As evening approached, there came a rich man from Arimathea, named Joseph, who had himself become a disciple of Jesus. Going to Pilate, he asked for Jesus’ body, and Pilate ordered that it be given to him. Joseph took the body, wrapped it in a clean linen cloth, and placed it in his own new tomb that he had cut out of the rock. He rolled a big stone in front of the entrance to the tomb and went away. Matthew 27:57-60

So, it was the night Jesus was crucified.

The passages for the day also included the description of a small entourage of women waking in the morning to bring spices to the tomb. When they got there they found the tomb empty. (Mark 16:1; Luke 24:1-3)

Finally, the passages for the day included the appearance of Jesus to Mary Magdalene, the woman from whom he had cast out seven demons. (Mark 16:9) Mary was the first person to whom Jesus appeared. That significance can not be understated.

The men back were still hunkered down where they had been since darkness draped over the world the night Jesus died. They didn’t believe her when she told them she saw Jesus. (Mark 16:11)

So it is that we arrive quickly at assumptions and hold on to them. Jesus died before them and the onlooking world. Jesus was dead. Who would believe otherwise?

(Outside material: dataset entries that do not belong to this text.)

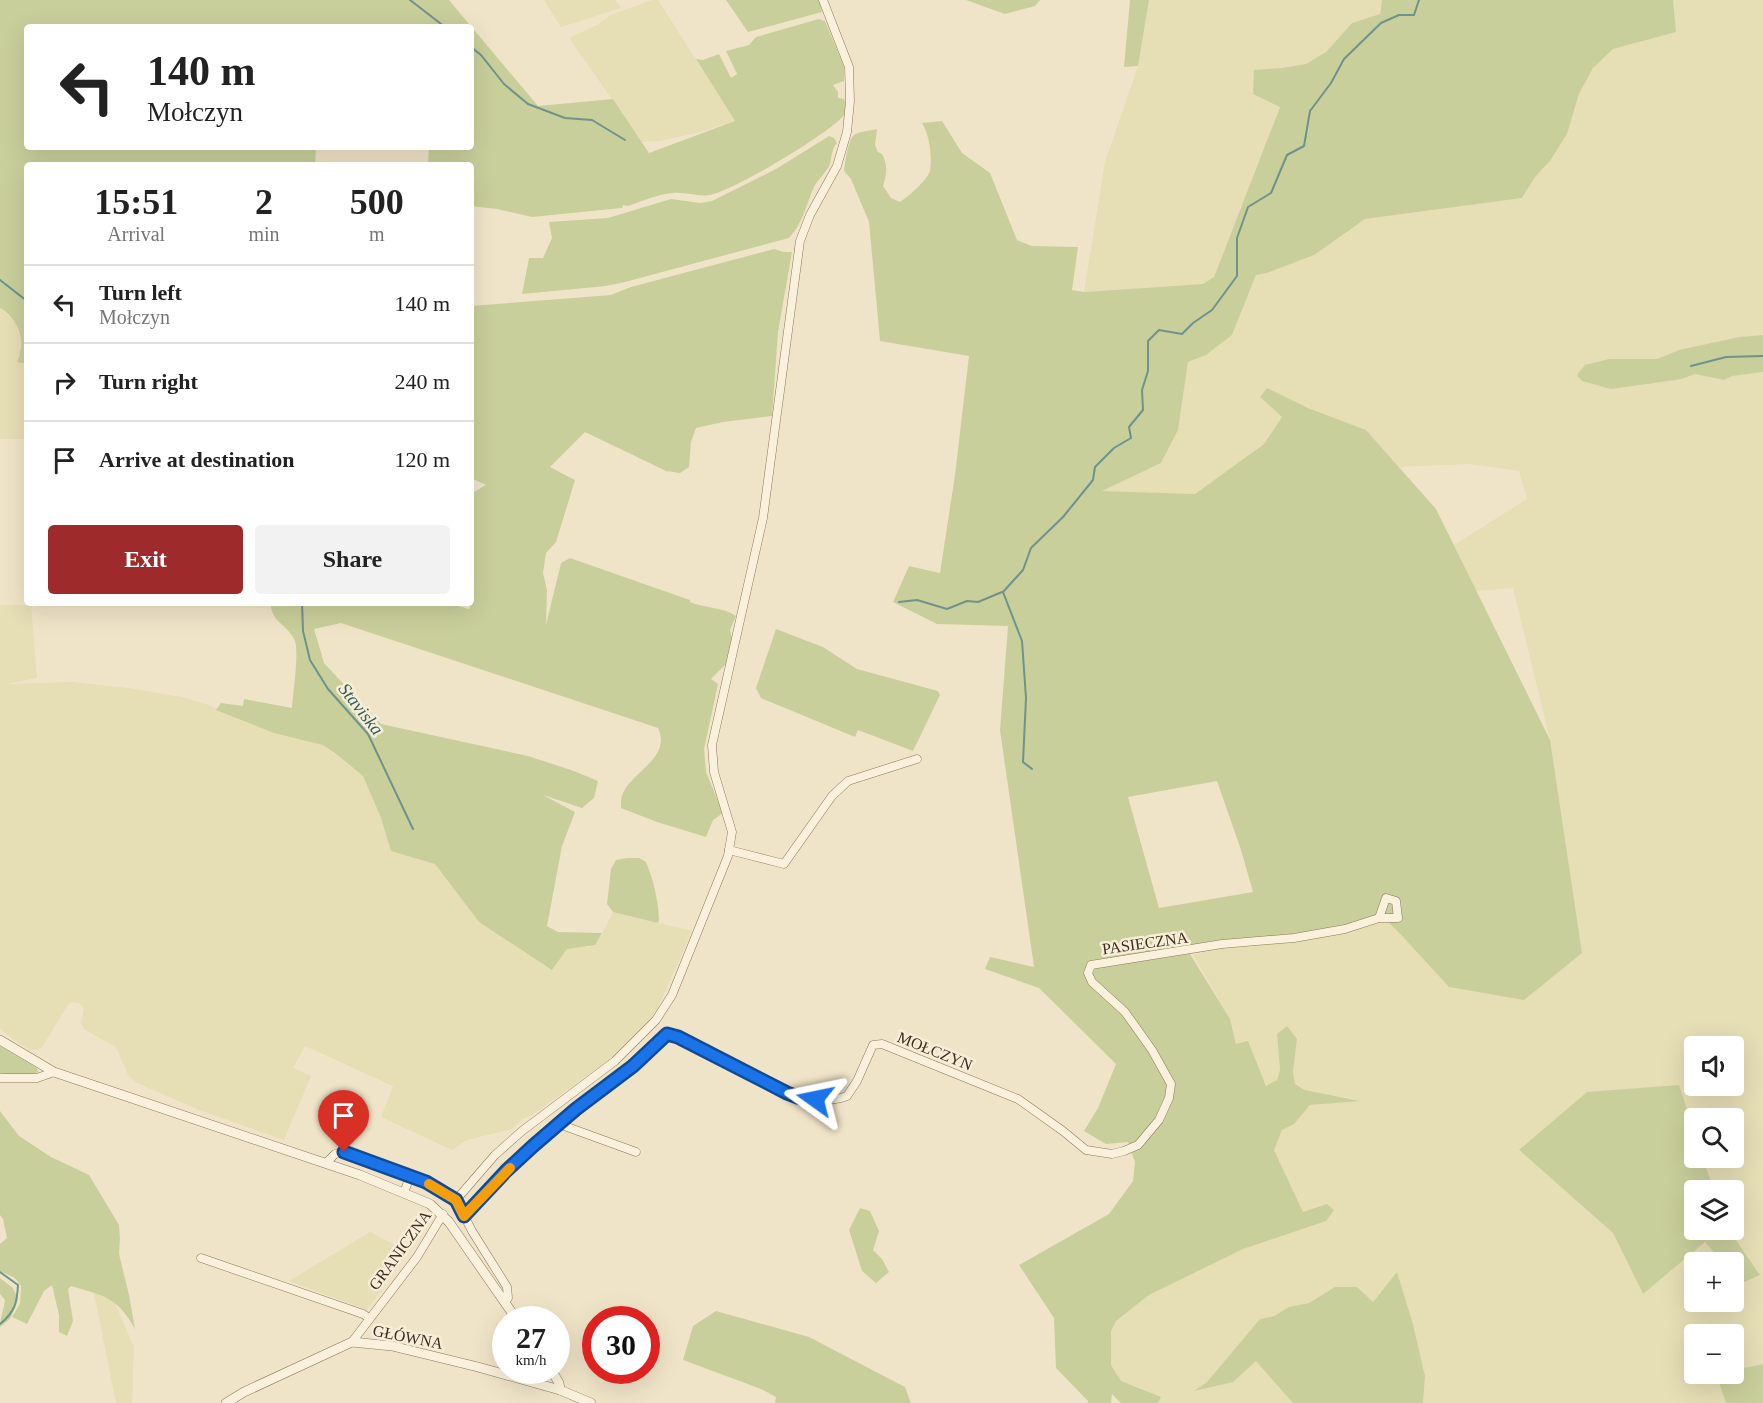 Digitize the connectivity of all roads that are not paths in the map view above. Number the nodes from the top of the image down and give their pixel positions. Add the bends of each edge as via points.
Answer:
1 (823, 0) edge
2 (916, 759) dead end
3 (729, 850) junction
4 (1379, 918) dead end
5 (0, 1040) edge
6 (54, 1072) junction
7 (0, 1078) edge
8 (1018, 1099) joint
9 (559, 1124) junction
10 (636, 1152) dead end
11 (326, 1163) junction
12 (410, 1176) junction
13 (404, 1193) junction
14 (456, 1200) junction
15 (443, 1214) junction
16 (464, 1216) junction
17 (201, 1258) dead end
18 (505, 1302) junction
19 (508, 1306) edge
20 (369, 1318) junction
21 (352, 1342) junction
22 (560, 1384) edge
23 (560, 1390) junction
24 (226, 1403) edge
25 (591, 1403) edge

1 - 3 street via 849,67 847,132 837,166 800,241 763,518 712,746 714,772 732,832
2 - 3 street via 848,781 832,796 784,864
3 - 14 street via 687,963 656,1020 615,1061 495,1155
4 - 8 street, PASIECZNA via 1294,938 1222,944 1091,965 1088,973 1092,982 1125,1012 1171,1084 1159,1120 1132,1149 1112,1154 1086,1150
5 - 6 street
6 - 7 street via 37,1078
6 - 11 street
8 - 9 street, MOŁCZYN via 877,1044 868,1052 847,1096 832,1100 800,1098 667,1034
9 - 10 street
9 - 16 street, MOŁCZYN via 506,1171
11 - 12 street via 344,1152
11 - 13 street
12 - 13 street
12 - 14 street
13 - 15 street
14 - 16 street
15 - 18 street, GRANICZNA
15 - 20 street, GRANICZNA via 417,1257
16 - 18 street via 507,1287
17 - 20 street
18 - 19 street, GRANICZNA
20 - 21 street, GRANICZNA
21 - 23 street, GŁÓWNA via 392,1346
21 - 24 street, GŁÓWNA
22 - 23 street
23 - 25 street, GŁÓWNA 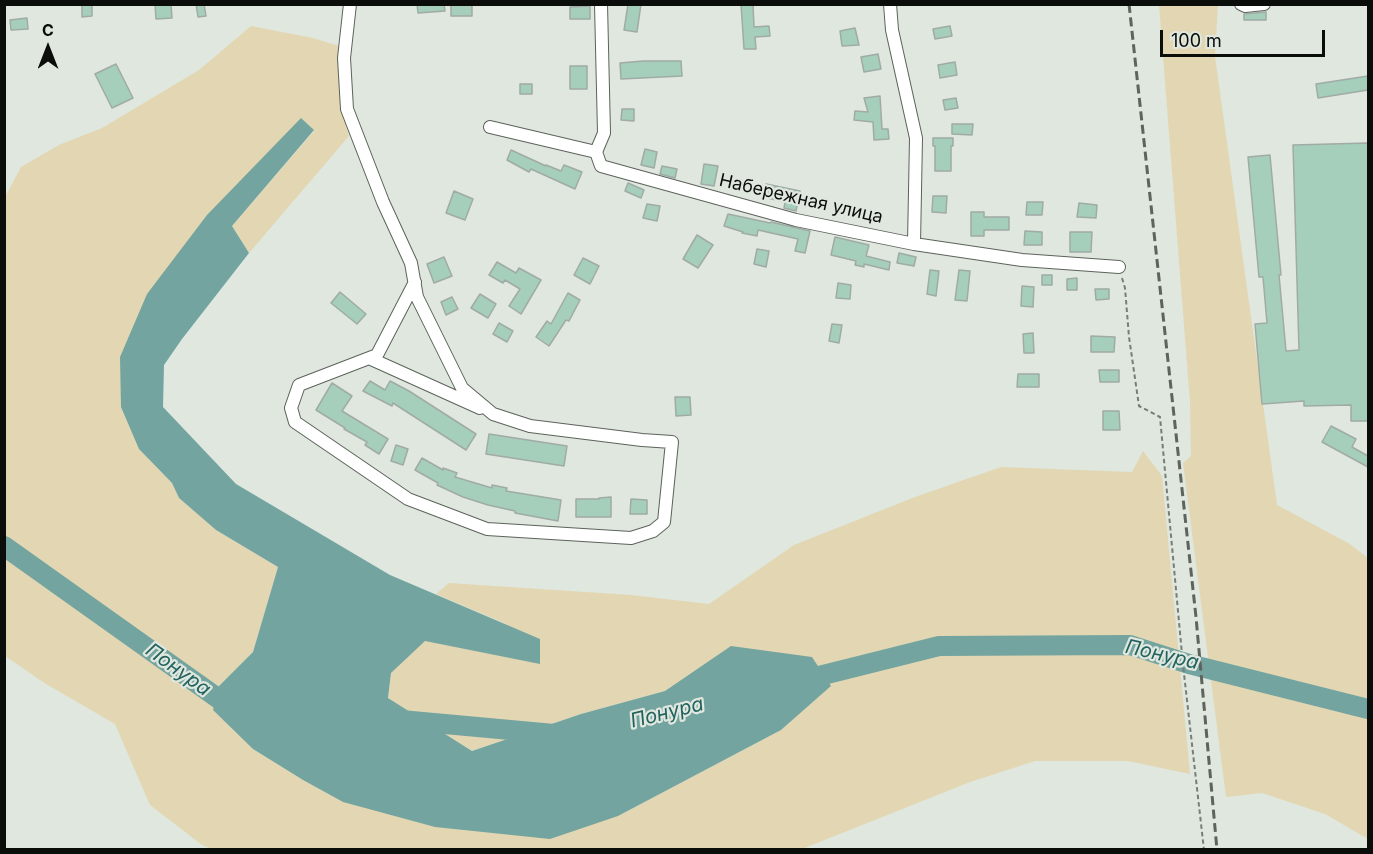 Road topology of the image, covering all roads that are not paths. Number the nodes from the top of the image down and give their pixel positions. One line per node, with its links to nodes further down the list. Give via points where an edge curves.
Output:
1 (350, 4): 10 (street, via 344,58 347,109 411,263)
2 (601, 4): 7 (street, via 604,133)
3 (890, 4): 8 (street, via 916,138)
4 (1241, 4): 5 (street)
5 (1264, 4)
6 (490, 127): 7 (street, Набережная улица)
7 (596, 152): 8 (street, Набережная улица, via 601,166 796,220)
8 (914, 244): 9 (street, Набережная улица, via 1022,260)
9 (1119, 267)
10 (414, 282): 11 (street, via 376,355); 12 (street, via 417,297 462,388)
11 (369, 358): 12 (street); 12 (street, via 299,385 291,408 295,422 408,499 487,529 631,538 653,531 664,522 672,442 530,426)
12 (493, 414) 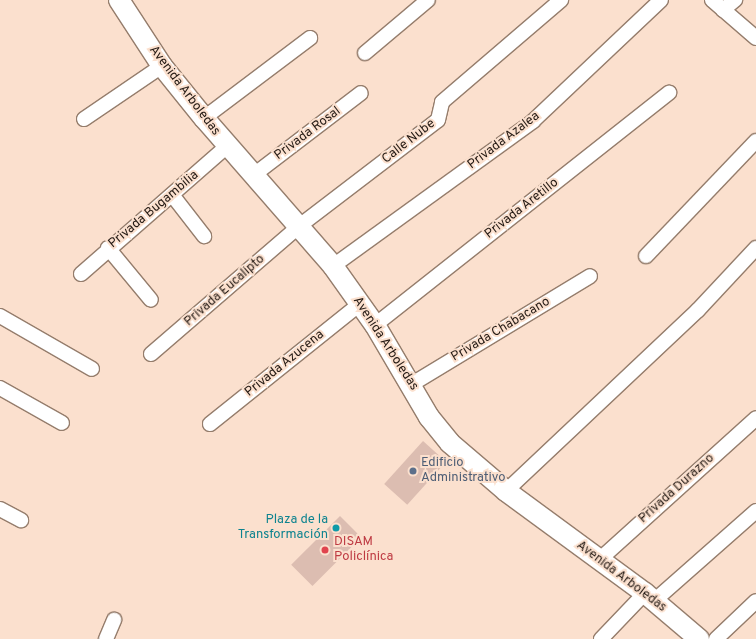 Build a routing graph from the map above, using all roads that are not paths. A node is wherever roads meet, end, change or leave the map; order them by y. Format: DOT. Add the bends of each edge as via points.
graph roads {
  1 [pos="119,0"];
  2 [pos="428,0"];
  3 [pos="561,0"];
  4 [pos="661,0"];
  5 [pos="712,0"];
  6 [pos="735,0"];
  7 [pos="723,10"];
  8 [pos="310,38"];
  9 [pos="756,38"];
  10 [pos="365,53"];
  11 [pos="162,66"];
  12 [pos="361,93"];
  13 [pos="669,93"];
  14 [pos="204,118"];
  15 [pos="84,119"];
  16 [pos="756,141"];
  17 [pos="227,146"];
  18 [pos="255,174"];
  19 [pos="173,196"];
  20 [pos="298,227"];
  21 [pos="204,236"];
  22 [pos="108,248"];
  23 [pos="756,248"];
  24 [pos="646,256"];
  25 [pos="333,266"];
  26 [pos="81,274"];
  27 [pos="590,276"];
  28 [pos="151,300"];
  29 [pos="360,304"];
  30 [pos="0,316"];
  31 [pos="375,325"];
  32 [pos="151,354"];
  33 [pos="92,369"];
  34 [pos="412,384"];
  35 [pos="0,388"];
  36 [pos="756,418"];
  37 [pos="62,423"];
  38 [pos="210,424"];
  39 [pos="506,491"];
  40 [pos="0,509"];
  41 [pos="756,511"];
  42 [pos="21,520"];
  43 [pos="598,560"];
  44 [pos="650,597"];
  45 [pos="756,601"];
  46 [pos="114,620"];
  47 [pos="106,639"];
  48 [pos="601,639"];
  49 [pos="700,639"];
  50 [pos="716,639"];
  1 -- 11 [label="main road, Avenida Arboledas"];
  2 -- 10 [label="street"];
  3 -- 20 [label="street, Calle Nube" via="442,102 438,120"];
  4 -- 25 [label="street, Privada Azalea" via="533,121"];
  5 -- 7 [label="street"];
  6 -- 7 [label="street"];
  7 -- 9 [label="street"];
  8 -- 14 [label="street"];
  11 -- 14 [label="main road, Avenida Arboledas"];
  11 -- 15 [label="street"];
  12 -- 18 [label="street, Privada Rosal"];
  13 -- 31 [label="street, Privada Aretillo"];
  14 -- 17 [label="main road, Avenida Arboledas"];
  16 -- 24 [label="street"];
  17 -- 18 [label="main road, Avenida Arboledas"];
  17 -- 19 [label="street, Privada Bugambilia"];
  18 -- 20 [label="main road, Avenida Arboledas"];
  19 -- 21 [label="street"];
  19 -- 22 [label="street, Privada Bugambilia"];
  20 -- 25 [label="main road, Avenida Arboledas"];
  20 -- 32 [label="street, Privada Eucalipto"];
  22 -- 26 [label="street, Privada Bugambilia"];
  22 -- 28 [label="street"];
  23 -- 39 [label="street" via="698,310"];
  25 -- 29 [label="main road, Avenida Arboledas"];
  27 -- 34 [label="street, Privada Chabacano"];
  29 -- 31 [label="main road, Avenida Arboledas"];
  29 -- 38 [label="street, Privada Azucena"];
  30 -- 33 [label="street"];
  31 -- 34 [label="main road, Avenida Arboledas"];
  34 -- 39 [label="main road, Avenida Arboledas" via="430,417 450,443"];
  35 -- 37 [label="street"];
  36 -- 43 [label="street, Privada Durazno"];
  39 -- 43 [label="main road, Avenida Arboledas"];
  40 -- 42 [label="street"];
  41 -- 44 [label="street"];
  43 -- 44 [label="main road, Avenida Arboledas"];
  44 -- 48 [label="street"];
  44 -- 49 [label="main road, Avenida Arboledas"];
  45 -- 50 [label="street"];
  46 -- 47 [label="street"];
} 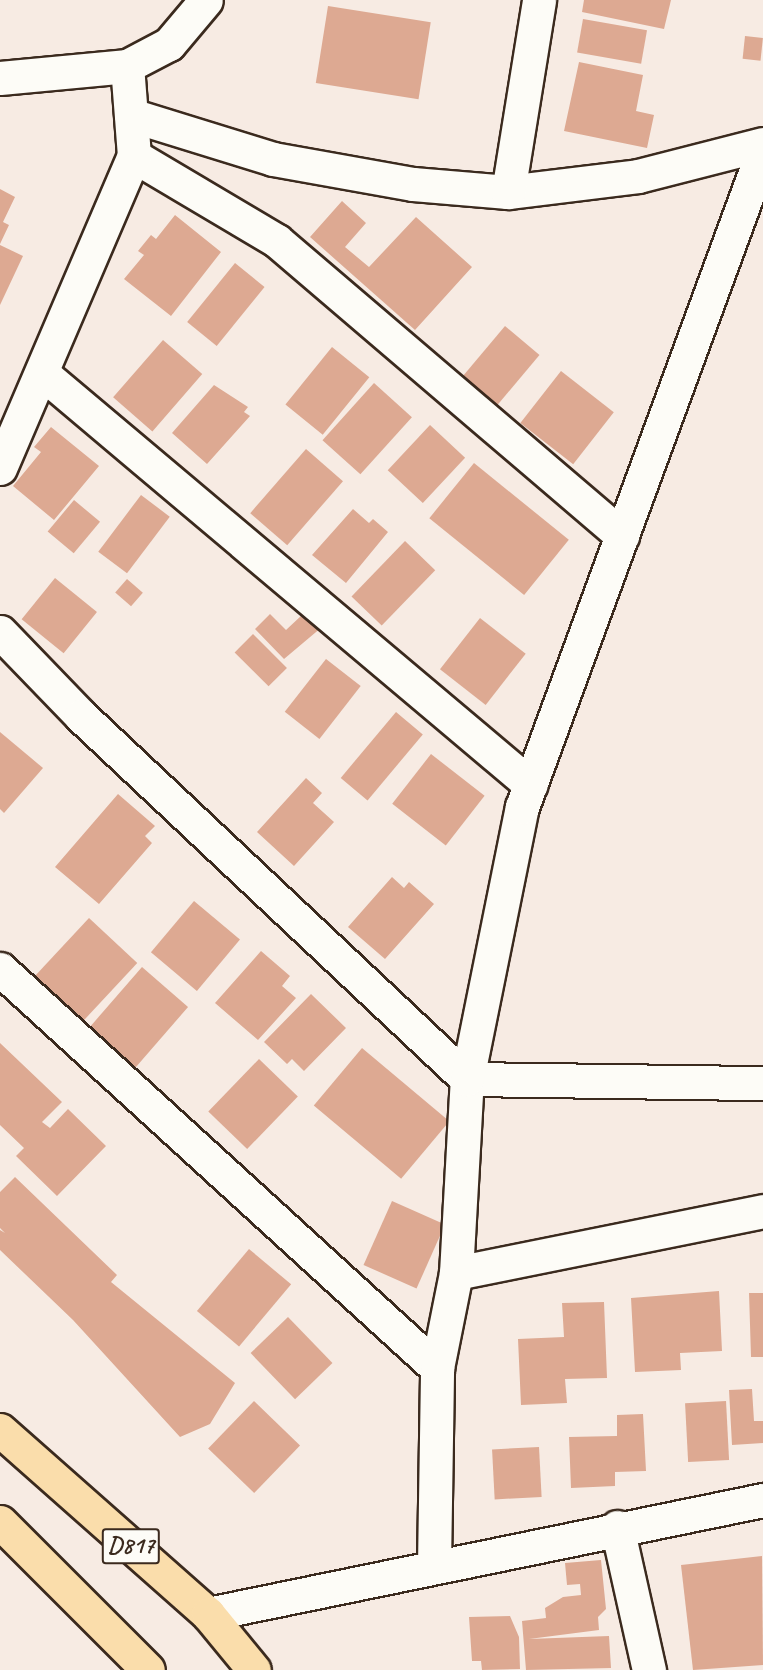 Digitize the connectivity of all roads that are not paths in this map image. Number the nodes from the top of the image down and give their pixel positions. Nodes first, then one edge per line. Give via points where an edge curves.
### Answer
1 (206, 0) edge
2 (539, 0) edge
3 (128, 66) junction
4 (0, 78) edge
5 (131, 115) junction
6 (763, 144) edge
7 (763, 151) edge
8 (134, 156) junction
9 (508, 192) junction
10 (42, 373) junction
11 (0, 468) edge
12 (622, 536) junction
13 (0, 632) edge
14 (531, 785) junction
15 (0, 969) edge
16 (467, 1079) junction
17 (763, 1083) edge
18 (763, 1211) edge
19 (456, 1273) junction
20 (437, 1368) junction
21 (0, 1430) edge
22 (763, 1500) edge
23 (0, 1522) edge
24 (617, 1527) junction
25 (434, 1565) junction
26 (208, 1614) junction
27 (148, 1670) edge
28 (254, 1670) edge
29 (649, 1670) edge

1 - 3 street via 170,44
2 - 9 street
3 - 4 street
3 - 5 street
5 - 8 street
5 - 9 street via 273,159 413,184
6 - 9 street via 638,176
7 - 12 street
8 - 10 street
8 - 12 street via 277,241
10 - 11 street
10 - 14 street
12 - 14 street
13 - 16 street via 81,716
14 - 16 street via 522,807
15 - 20 street
16 - 17 street
16 - 19 street
18 - 19 street
19 - 20 street
20 - 25 street
21 - 26 highway, D817
22 - 24 street
23 - 27 highway
24 - 25 street
24 - 29 street
25 - 26 street
26 - 28 highway, D817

Of course, he had been telling them since they met him that his body would be destroyed, and he would raise it up three days later, but they never quite got what he was saying.

I left for the office pondering these things.

The votes are still being counted today. The outcome is less than certain. There is talk of fraud, injunctions and refusing to step down, and I can’t bear to think of four years of Biden… or Trump.

But the new day has dawned. God’s mercies are new every morning. Great is His faithfulness. Jesus defied sin and death, rose again and ascended into heaven. He sits, now, at the right hand of the Father. He will come again to judge the living and the dead – so the creed goes that was canonized over three centuries after Jesus died.

Pontius Pilate, the leader who presided over the death of Jesus, is nothing but a footnote to the world’s greatest event – the death of God at the hands of His creation, for the sins of His creation, to provide His creation a real hope that cannot not be eliminated by an election, injunction or even crucifixion – and the resurrection!

So, Donald Trump or Joe Biden will become their own footnotes in history as the purposes of God unfold. The world may seem to be teetering out of control at every turn, but the only thing teetering is our illusion that we are in control. God’s word goes out, and it does not come back void. Jesus is still on the throne.

The song that woke me yesterday morning ends like this:

My search was unending 
And my soul was bare 
And Darling, you came to me like a midnight flare 
Out of the ocean 
The stars had all gone 
My heart was broken 
Lost and alone 

[Outro] 
Darling, you came to me like a beacon, leading me home

Substitute Jesus, for Darling, and it’s just about perfect.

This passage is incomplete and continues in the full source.